December 26, 2006 10:46 pm
Uneven Stevens
Posted by Will under writing
Got home to find a voicemail message from an editor at the Times, calling to confirm I was indeed a writer of a recent letter to the editor signed by me and telling me they’re interested in running it some time this week.
I’d forgotten all about the letter, being one that I whipped off last Friday Thursday morning after reading a puff brief on a performance last week by Yusuf Islam, which mentioned his most recent 2004 controversy but somehow ignored the much bigger one he stoked the year my daughter was born:
I grew up adoring the music of Yusuf Islam back when he was called Cat Stevens, but that adoration abruptly ended in 1989 when he publicly supported calls by Iran’s Ayatollah Khomeini for the assassination of author Salman Rushdie who allegedly blasphemed the Muslim religion in his novel “The Satanic Verses.” Thus I found it interesting in Ellen Wulfhorst’s review of Islam’s performance this week (”Older, wiser and back aboard ‘Peace Train,’” Calendar Weekend, December 21) that his 2004 “no-fly list” controversy was mentioned, but not this far more disturbing public position.
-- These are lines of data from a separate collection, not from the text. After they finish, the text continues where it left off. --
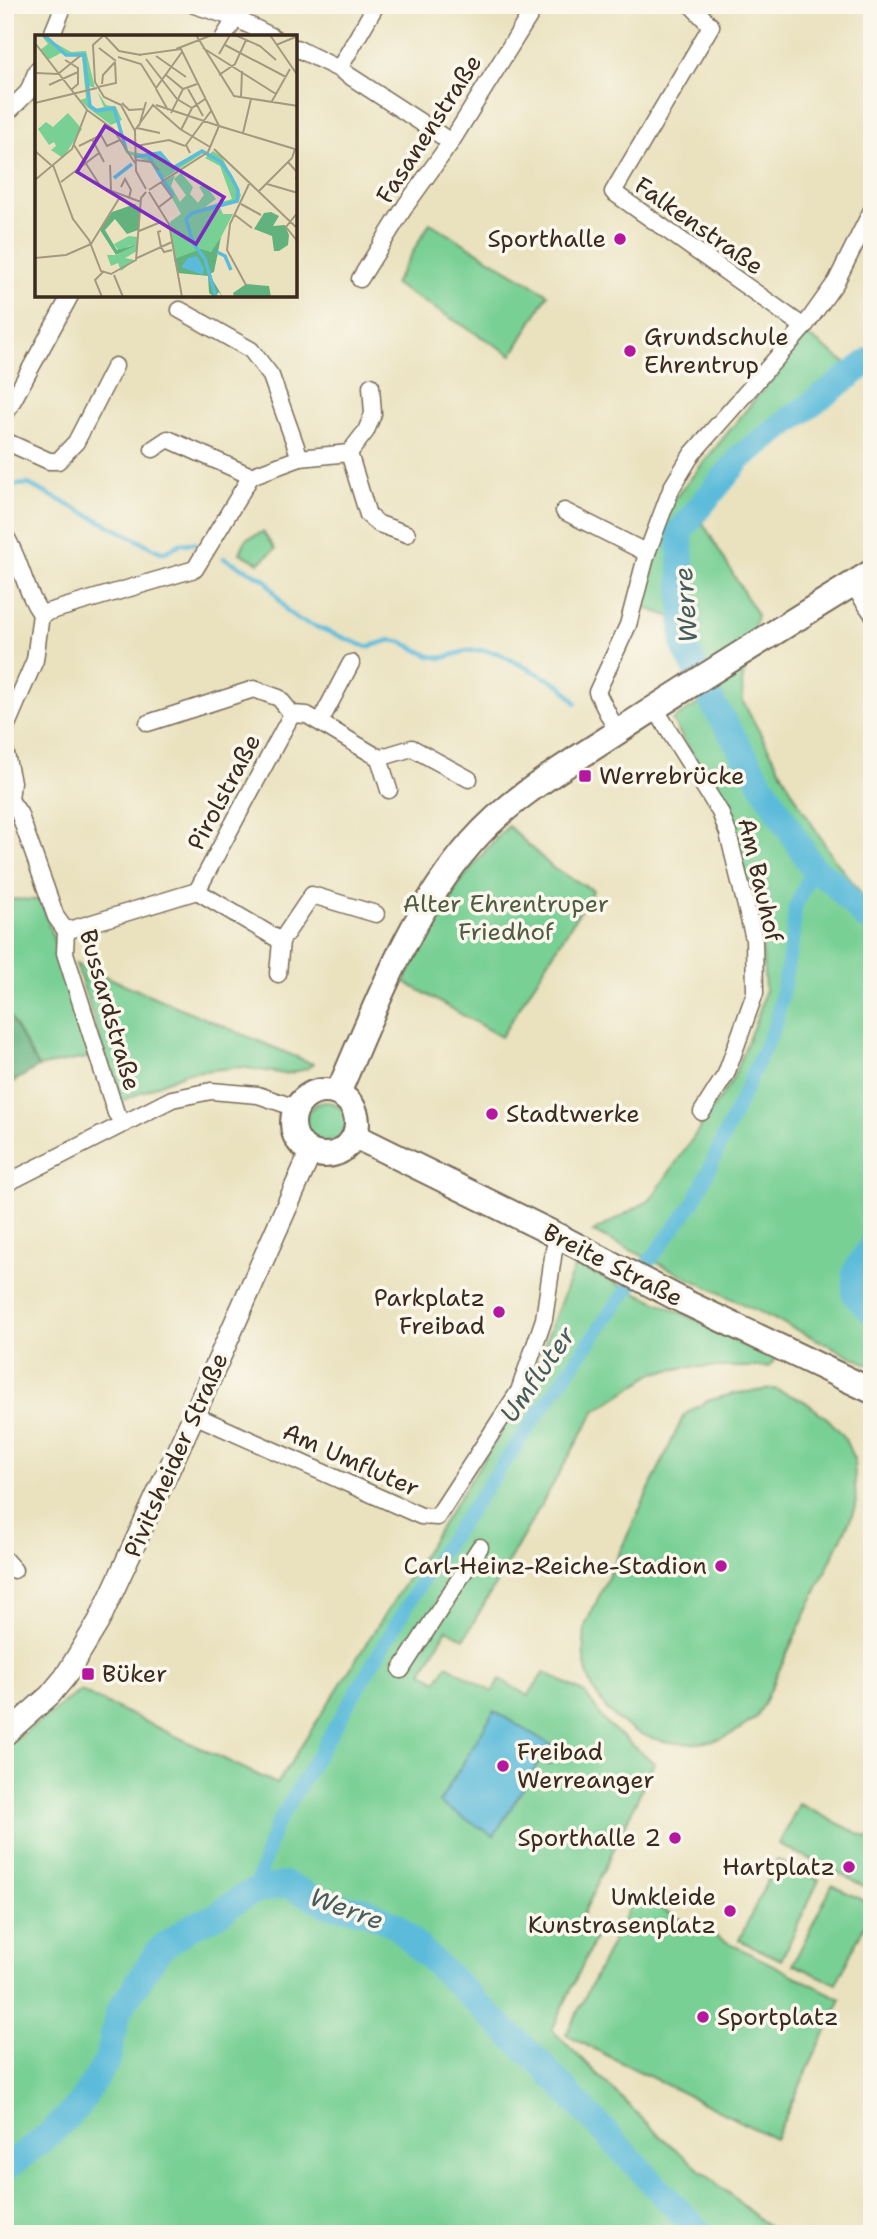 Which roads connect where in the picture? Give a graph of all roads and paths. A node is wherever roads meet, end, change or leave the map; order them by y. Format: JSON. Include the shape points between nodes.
{"nodes":[{"id":1,"x":64,"y":5,"type":"edge"},
{"id":2,"x":194,"y":5,"type":"edge"},
{"id":3,"x":376,"y":5,"type":"edge"},
{"id":4,"x":536,"y":5,"type":"edge"},
{"id":5,"x":691,"y":5,"type":"edge"},
{"id":6,"x":240,"y":12,"type":"edge"},
{"id":7,"x":52,"y":35,"type":"edge"},
{"id":8,"x":225,"y":35,"type":"edge"},
{"id":9,"x":270,"y":35,"type":"edge"},
{"id":10,"x":298,"y":49,"type":"edge"},
{"id":11,"x":339,"y":69,"type":"junction"},
{"id":12,"x":35,"y":76,"type":"edge"},
{"id":13,"x":11,"y":108,"type":"dead end"},
{"id":14,"x":451,"y":142,"type":"junction"},
{"id":15,"x":872,"y":210,"type":"edge"},
{"id":16,"x":360,"y":279,"type":"dead end"},
{"id":17,"x":69,"y":298,"type":"edge"},
{"id":18,"x":180,"y":310,"type":"dead end"},
{"id":19,"x":804,"y":327,"type":"junction"},
{"id":20,"x":115,"y":366,"type":"dead end"},
{"id":21,"x":371,"y":386,"type":"dead end"},
{"id":22,"x":5,"y":415,"type":"edge"},
{"id":23,"x":5,"y":441,"type":"edge"},
{"id":24,"x":153,"y":449,"type":"dead end"},
{"id":25,"x":349,"y":453,"type":"junction"},
{"id":26,"x":300,"y":458,"type":"junction"},
{"id":27,"x":251,"y":477,"type":"junction"},
{"id":28,"x":564,"y":511,"type":"dead end"},
{"id":29,"x":407,"y":534,"type":"dead end"},
{"id":30,"x":5,"y":536,"type":"edge"},
{"id":31,"x":647,"y":553,"type":"junction"},
{"id":32,"x":862,"y":578,"type":"edge"},
{"id":33,"x":872,"y":612,"type":"edge"},
{"id":34,"x":41,"y":614,"type":"junction"},
{"id":35,"x":351,"y":663,"type":"dead end"},
{"id":36,"x":654,"y":707,"type":"junction"},
{"id":37,"x":292,"y":714,"type":"junction"},
{"id":38,"x":320,"y":722,"type":"junction"},
{"id":39,"x":148,"y":723,"type":"dead end"},
{"id":40,"x":620,"y":730,"type":"junction"},
{"id":41,"x":5,"y":747,"type":"edge"},
{"id":42,"x":379,"y":758,"type":"junction"},
{"id":43,"x":469,"y":779,"type":"dead end"},
{"id":44,"x":389,"y":790,"type":"dead end"},
{"id":45,"x":8,"y":800,"type":"edge"},
{"id":46,"x":197,"y":891,"type":"junction"},
{"id":47,"x":376,"y":914,"type":"dead end"},
{"id":48,"x":66,"y":930,"type":"junction"},
{"id":49,"x":281,"y":941,"type":"junction"},
{"id":50,"x":278,"y":974,"type":"dead end"},
{"id":51,"x":338,"y":1093,"type":"junction"},
{"id":52,"x":296,"y":1108,"type":"junction"},
{"id":53,"x":702,"y":1112,"type":"dead end"},
{"id":54,"x":124,"y":1124,"type":"junction"},
{"id":55,"x":355,"y":1136,"type":"junction"},
{"id":56,"x":311,"y":1152,"type":"junction"},
{"id":57,"x":5,"y":1184,"type":"edge"},
{"id":58,"x":558,"y":1236,"type":"junction"},
{"id":59,"x":872,"y":1391,"type":"edge"},
{"id":60,"x":194,"y":1415,"type":"junction"},
{"id":61,"x":481,"y":1547,"type":"dead end"},
{"id":62,"x":401,"y":1670,"type":"dead end"},
{"id":63,"x":5,"y":1735,"type":"edge"}],
"edges":[{"from":1,"to":7,"type":"street"},
{"from":2,"to":6,"type":"street"},
{"from":3,"to":11,"type":"street"},
{"from":4,"to":14,"type":"street","name":"Fasanenstraße"},
{"from":5,"to":19,"type":"street","name":"Falkenstraße","via":[[711,26],[613,192]]},
{"from":6,"to":8,"type":"street"},
{"from":6,"to":9,"type":"street"},
{"from":10,"to":11,"type":"street"},
{"from":11,"to":14,"type":"street"},
{"from":12,"to":13,"type":"street","via":[[28,92]]},
{"from":14,"to":16,"type":"street","name":"Fasanenstraße"},
{"from":15,"to":19,"type":"street","via":[[836,282]]},
{"from":17,"to":22,"type":"street"},
{"from":18,"to":26,"type":"street","via":[[251,350],[271,376]]},
{"from":19,"to":31,"type":"street","via":[[692,454],[672,486]]},
{"from":20,"to":23,"type":"street","via":[[76,442],[58,461]]},
{"from":21,"to":25,"type":"street","via":[[373,414]]},
{"from":24,"to":27,"type":"street","via":[[168,439]]},
{"from":25,"to":26,"type":"street"},
{"from":25,"to":29,"type":"street","via":[[368,515]]},
{"from":26,"to":27,"type":"street"},
{"from":27,"to":34,"type":"street","via":[[195,569]]},
{"from":28,"to":31,"type":"street"},
{"from":30,"to":34,"type":"street"},
{"from":31,"to":40,"type":"street","via":[[628,625],[597,692]]},
{"from":32,"to":33,"type":"street"},
{"from":32,"to":36,"type":"main road"},
{"from":34,"to":41,"type":"street","name":"Bussardstraße","via":[[35,660],[6,727]]},
{"from":35,"to":38,"type":"street"},
{"from":36,"to":40,"type":"main road"},
{"from":36,"to":53,"type":"street","name":"Am Bauhof","via":[[720,812],[754,939],[755,993],[726,1074]]},
{"from":37,"to":38,"type":"street","name":"Pirolstraße"},
{"from":37,"to":39,"type":"street","name":"Pirolstraße","via":[[279,698],[254,689]]},
{"from":37,"to":46,"type":"street","name":"Pirolstraße"},
{"from":38,"to":42,"type":"street","name":"Pirolstraße"},
{"from":40,"to":51,"type":"main road","via":[[507,807],[472,842],[404,942]]},
{"from":41,"to":45,"type":"street","name":"Bussardstraße","via":[[12,782]]},
{"from":42,"to":43,"type":"street","via":[[412,748]]},
{"from":42,"to":44,"type":"street"},
{"from":45,"to":48,"type":"street","name":"Bussardstraße","via":[[19,813],[56,917]]},
{"from":46,"to":48,"type":"street"},
{"from":46,"to":49,"type":"street"},
{"from":47,"to":49,"type":"street","via":[[312,895]]},
{"from":48,"to":54,"type":"street","name":"Bussardstraße","via":[[65,953],[116,1113]]},
{"from":49,"to":50,"type":"street"},
{"from":51,"to":52,"type":"main road","via":[[319,1091]]},
{"from":51,"to":55,"type":"main road","via":[[353,1107]]},
{"from":52,"to":54,"type":"street","via":[[258,1095],[211,1091],[172,1099]]},
{"from":52,"to":56,"type":"main road","via":[[296,1138]]},
{"from":54,"to":57,"type":"street"},
{"from":55,"to":56,"type":"main road","via":[[336,1154]]},
{"from":55,"to":58,"type":"main road","name":"Breite Straße"},
{"from":56,"to":60,"type":"main road","name":"Pivitsheider Straße"},
{"from":58,"to":59,"type":"main road","name":"Breite Straße"},
{"from":58,"to":60,"type":"street","name":"Am Umfluter","via":[[544,1319],[519,1391],[437,1517],[421,1516]]},
{"from":60,"to":63,"type":"main road","name":"Pivitsheider Straße","via":[[85,1645],[50,1695]]},
{"from":61,"to":62,"type":"street"}]}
In recent years, such as with this U.S. performance, the former superstar has attempted to mitigate the damage to his career and spin-manage his stance but the fact is he hoped for the death of the writer and said he would willingly help bring it about if he could, and to me that will forever derail whatever “peace train” he tries to get aboard.
Will Campbell
Los Angeles
Am I grudge-hugging too hard? Nope. This man and his music were inspirations to me and I wasn’t exagerating when I wrote of my adoration of him. His little ditty “If You Want To Sing Out, Sing Out,” which I first heard as a teen in the film “Harold and Maude” was like a revelatory scriptural anthem to me and there’s nothing that can reconcile the shock and betrayal I felt with his blatant support for Rushdie’s destruction. I simply can’t listen to anything of his now without it being clouded, and certainly won’t suffer his weak explanations of how what he said back then was misinterpreted or taken out of context.


December 27th, 2006 at 12:35 pm
Guess MY letter on the toipic didn’t make THE TIMES… Here it is…
At a musical “showcase” (meaning: free tickets, invited guests) in New York City, Yusuf Islam, formerly known as “Cat Stevens”, says he was barred from entry into the US because of a “spelling error” (Calendar, 12-21, E5). Had The Times done the least bit of fact-checking, you would have found that he was most likely refused entry into America because of his ringing endorsement of the “fatwa”, or death sentence, issued in 1989 by the Ayatollah Khomeini against the author Salman Rushdie for the supposed “crime” of criticizing the Koran and/or the Muslim religion’s founder, Mohammed. Any artist who supports the blacklisting and even death of another does not understand the nature of art or artistic freedom. For “Calendar” to feature a story on Yusuf Islam’s attempted professional comeback without noting his support (never retracted) of the call for the death of a fellow artist is an egregious, dangerous mistake.
Kudos to you, my man!
Steve Parker
December 27th, 2006 at 1:29 pm
Thanks Steve! Glad to read I’m not the only one who feels this way.